Dance - Angel of the good air

Aerial dance troupe takes flight at Rialto

What do you get when you cross rock-climbing, bungee-jumping, circus trapeze, gymnastics, modern dance and maybe even a couple of exotic dancers on a pole? The answer is, one of the hottest new movements to swing through open air since Dick Grayson left the big top to fight crime with Bruce Wayne. Blending an X-Games mentality with a poet’s aesthetic, aerial dance is wowing crowds around the world. Men who would typically consider an evening at the ballet tantamount to a cultural vasectomy are falling in love with the amplified leaps and legato ascensions of lithe dancers’ bodies rigged to cables, cords and silks.
Brenda Angiel, whose aerial dance company performs at the Rialto Center Sept. 6-7, first experimented with aerial dance in 1994. She was creating a work for an arena where the audience would be watching from three sides. Rather than choreograph to the three sides, she decided to suspend her dancers with wires from the ceiling and use the back wall as the floor, giving the audience the perspective of looking “down” upon it from a God’s-eye vantage. The first full-length work that came out of Angiel’s shifted perspective, “Tres partes y una pared (Three sections and a wall),” premiered to great acclaim at the Rojas Cultural Center in Buenos Aires and remained on stage there for five months.

It’s thrilling, of course, the sight of dancers leaping 30 feet or wrestling at perilous heights. But what’s surprising is the grandness and fluidity of the motion. Aerial dance aficionado Annie Bunker, founder and artistic director of Orts Theatre of Dance in Tucson, Ariz., describes it this way: “Circus work is about arriving at places. With aerial dance, it’s about what happens between those places.” That’s not to say the distinction is always clear. Are the aerialists of Cirque du Soleil exceptionally well-choreographed stuntmen or aerial dancers with a circus pedigree? The form is still evolving, so the boundaries aren’t always obvious.

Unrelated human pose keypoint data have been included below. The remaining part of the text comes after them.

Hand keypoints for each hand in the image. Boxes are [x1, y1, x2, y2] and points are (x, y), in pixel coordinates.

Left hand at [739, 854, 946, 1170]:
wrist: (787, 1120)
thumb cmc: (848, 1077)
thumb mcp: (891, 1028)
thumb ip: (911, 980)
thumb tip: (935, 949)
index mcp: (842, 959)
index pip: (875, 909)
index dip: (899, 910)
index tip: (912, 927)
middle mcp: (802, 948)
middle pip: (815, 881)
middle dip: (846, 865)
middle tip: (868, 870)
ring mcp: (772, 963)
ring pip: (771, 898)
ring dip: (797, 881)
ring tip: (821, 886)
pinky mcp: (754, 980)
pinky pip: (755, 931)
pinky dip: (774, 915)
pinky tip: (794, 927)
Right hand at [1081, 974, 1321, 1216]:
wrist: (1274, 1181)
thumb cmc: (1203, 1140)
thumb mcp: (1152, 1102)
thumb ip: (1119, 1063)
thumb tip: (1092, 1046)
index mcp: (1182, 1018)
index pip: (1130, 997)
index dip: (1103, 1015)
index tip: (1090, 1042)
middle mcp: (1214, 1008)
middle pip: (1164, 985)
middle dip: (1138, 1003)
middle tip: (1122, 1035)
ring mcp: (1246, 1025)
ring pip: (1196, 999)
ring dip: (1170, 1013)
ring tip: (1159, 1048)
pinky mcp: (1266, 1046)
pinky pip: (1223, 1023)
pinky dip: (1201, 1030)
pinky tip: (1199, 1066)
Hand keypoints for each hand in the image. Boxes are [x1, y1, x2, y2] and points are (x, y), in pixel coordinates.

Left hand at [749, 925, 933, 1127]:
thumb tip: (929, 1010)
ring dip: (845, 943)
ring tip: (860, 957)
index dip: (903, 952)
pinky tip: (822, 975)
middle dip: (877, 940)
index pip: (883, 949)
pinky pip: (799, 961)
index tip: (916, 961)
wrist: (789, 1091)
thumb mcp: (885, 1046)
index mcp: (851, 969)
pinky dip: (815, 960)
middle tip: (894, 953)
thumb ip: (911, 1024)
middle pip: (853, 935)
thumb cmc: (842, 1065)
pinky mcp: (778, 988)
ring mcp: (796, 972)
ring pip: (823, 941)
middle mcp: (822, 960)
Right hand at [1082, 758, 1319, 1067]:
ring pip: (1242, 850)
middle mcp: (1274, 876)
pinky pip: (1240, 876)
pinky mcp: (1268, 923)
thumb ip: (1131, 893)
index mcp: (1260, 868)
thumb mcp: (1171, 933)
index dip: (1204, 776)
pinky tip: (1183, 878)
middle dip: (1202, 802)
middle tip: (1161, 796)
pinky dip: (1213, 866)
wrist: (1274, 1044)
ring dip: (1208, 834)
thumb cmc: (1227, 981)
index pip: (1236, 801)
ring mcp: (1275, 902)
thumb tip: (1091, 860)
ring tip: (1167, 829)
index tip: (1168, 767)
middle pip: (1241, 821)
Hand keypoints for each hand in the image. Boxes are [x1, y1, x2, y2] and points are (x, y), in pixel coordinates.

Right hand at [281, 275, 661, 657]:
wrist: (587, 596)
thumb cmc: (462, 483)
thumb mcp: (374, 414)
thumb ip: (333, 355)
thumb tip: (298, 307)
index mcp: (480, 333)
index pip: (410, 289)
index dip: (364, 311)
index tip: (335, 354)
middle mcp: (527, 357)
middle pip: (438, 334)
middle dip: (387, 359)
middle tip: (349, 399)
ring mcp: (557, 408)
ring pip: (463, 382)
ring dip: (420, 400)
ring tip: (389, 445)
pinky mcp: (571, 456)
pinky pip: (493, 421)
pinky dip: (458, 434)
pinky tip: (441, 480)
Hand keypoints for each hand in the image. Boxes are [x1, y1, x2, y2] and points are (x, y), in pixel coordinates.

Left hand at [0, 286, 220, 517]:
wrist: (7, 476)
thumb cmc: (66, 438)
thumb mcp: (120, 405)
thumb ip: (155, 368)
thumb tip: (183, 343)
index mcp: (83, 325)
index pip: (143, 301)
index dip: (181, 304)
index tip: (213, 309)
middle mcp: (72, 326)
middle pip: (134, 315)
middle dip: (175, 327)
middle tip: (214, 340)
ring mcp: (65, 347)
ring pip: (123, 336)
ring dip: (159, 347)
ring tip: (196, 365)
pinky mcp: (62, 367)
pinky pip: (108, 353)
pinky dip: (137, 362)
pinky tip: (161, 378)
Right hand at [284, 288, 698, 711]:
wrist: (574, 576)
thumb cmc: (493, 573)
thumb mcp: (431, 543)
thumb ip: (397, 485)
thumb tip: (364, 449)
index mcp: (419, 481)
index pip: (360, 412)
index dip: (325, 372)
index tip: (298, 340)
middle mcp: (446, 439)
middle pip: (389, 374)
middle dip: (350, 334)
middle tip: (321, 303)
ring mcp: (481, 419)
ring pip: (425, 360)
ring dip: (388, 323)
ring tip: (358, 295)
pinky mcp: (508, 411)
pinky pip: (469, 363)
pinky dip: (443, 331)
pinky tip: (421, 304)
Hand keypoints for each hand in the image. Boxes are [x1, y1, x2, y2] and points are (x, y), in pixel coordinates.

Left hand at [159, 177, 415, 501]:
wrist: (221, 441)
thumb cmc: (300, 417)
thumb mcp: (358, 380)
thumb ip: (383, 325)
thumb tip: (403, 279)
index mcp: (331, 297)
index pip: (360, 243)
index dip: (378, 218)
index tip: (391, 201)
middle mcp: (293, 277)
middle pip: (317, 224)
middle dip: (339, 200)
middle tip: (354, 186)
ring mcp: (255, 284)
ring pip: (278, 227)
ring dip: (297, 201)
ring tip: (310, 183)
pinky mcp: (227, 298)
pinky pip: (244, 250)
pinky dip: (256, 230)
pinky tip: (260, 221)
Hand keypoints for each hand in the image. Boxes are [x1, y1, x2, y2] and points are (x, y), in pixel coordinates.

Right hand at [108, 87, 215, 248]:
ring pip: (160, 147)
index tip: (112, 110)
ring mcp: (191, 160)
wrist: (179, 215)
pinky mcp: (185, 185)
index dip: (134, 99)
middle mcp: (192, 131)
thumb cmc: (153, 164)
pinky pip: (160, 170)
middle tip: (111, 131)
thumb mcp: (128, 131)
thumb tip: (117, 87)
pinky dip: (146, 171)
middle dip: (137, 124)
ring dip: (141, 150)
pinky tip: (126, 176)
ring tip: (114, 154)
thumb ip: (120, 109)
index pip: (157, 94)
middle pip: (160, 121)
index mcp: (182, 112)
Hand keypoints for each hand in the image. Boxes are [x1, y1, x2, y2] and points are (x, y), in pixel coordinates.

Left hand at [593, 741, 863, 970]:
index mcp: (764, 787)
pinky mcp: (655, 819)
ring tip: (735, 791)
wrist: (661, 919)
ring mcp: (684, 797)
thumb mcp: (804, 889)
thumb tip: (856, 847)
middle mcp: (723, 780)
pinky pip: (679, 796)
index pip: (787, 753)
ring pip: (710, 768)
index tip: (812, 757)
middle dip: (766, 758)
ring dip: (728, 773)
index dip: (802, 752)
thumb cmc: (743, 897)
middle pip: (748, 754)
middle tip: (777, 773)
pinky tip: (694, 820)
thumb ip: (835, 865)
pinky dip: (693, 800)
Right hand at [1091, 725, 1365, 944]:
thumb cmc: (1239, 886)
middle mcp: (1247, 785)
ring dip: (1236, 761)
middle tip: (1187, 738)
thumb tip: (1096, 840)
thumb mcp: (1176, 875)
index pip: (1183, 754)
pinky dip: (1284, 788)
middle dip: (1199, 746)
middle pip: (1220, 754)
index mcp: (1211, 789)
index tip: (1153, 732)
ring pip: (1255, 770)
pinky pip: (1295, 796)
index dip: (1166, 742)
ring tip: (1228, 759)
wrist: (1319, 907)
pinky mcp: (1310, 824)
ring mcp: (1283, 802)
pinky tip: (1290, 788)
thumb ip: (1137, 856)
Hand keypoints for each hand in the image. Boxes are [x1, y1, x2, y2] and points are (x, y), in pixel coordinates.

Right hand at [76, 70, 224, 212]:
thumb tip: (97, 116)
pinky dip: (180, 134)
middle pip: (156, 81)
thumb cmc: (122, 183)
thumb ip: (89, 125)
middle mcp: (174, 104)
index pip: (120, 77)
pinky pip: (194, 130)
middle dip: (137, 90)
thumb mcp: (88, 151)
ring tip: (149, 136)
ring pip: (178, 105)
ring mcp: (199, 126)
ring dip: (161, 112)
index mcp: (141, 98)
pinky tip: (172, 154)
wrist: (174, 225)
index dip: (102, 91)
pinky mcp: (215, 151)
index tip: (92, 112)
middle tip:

Angiel’s work is distinctly on the dance end of the spectrum. In “Otras partes (Other parts),” the dancers in a mid-air duet move leisurely through a series of abstract shapes. “De parte en parte (From, in part)” offers fast, dynamic movement, but the pleasure is more in the complex interplay of bodies than in the thrill of near misses or an impending collision. “I think that the movement has its own poetry,” says Angiel.

There is one loss worth mourning here. Aside from the glue and cardboard toes of a ballerina’s slippers, dance has traditionally been about the vigor of the unaided human body. The cables and cords of aerial dance introduce an Oz-like element of illusion to the discipline. There are people behind the curtains, working pulleys and rigs, liberating the dancers from gravity’s despotic rule. “You have to deal with another level of technical production,” says Nancy Smith, another pioneer in the world of aerial dance with her Frequent Flyers troupe in Boulder, Colo. “I’m always joking that my next piece is going to be barefoot, naked, under a single light bulb.”

This is not to say that aerial dance is easy. These dancers may not have the crushed toes and cranky knees of on pointe ballerinas, but without the support of a dance floor to depend upon, aerial dancers must rely on core strength sufficient to make a Pilates master weep.

Watching Angiel’s dances, it’s easy to forget the rigging. She doesn’t conceal the lines so much as she looks beyond them to the possibilities they permit. Unbound from the earth, the angels take marvelous flight.??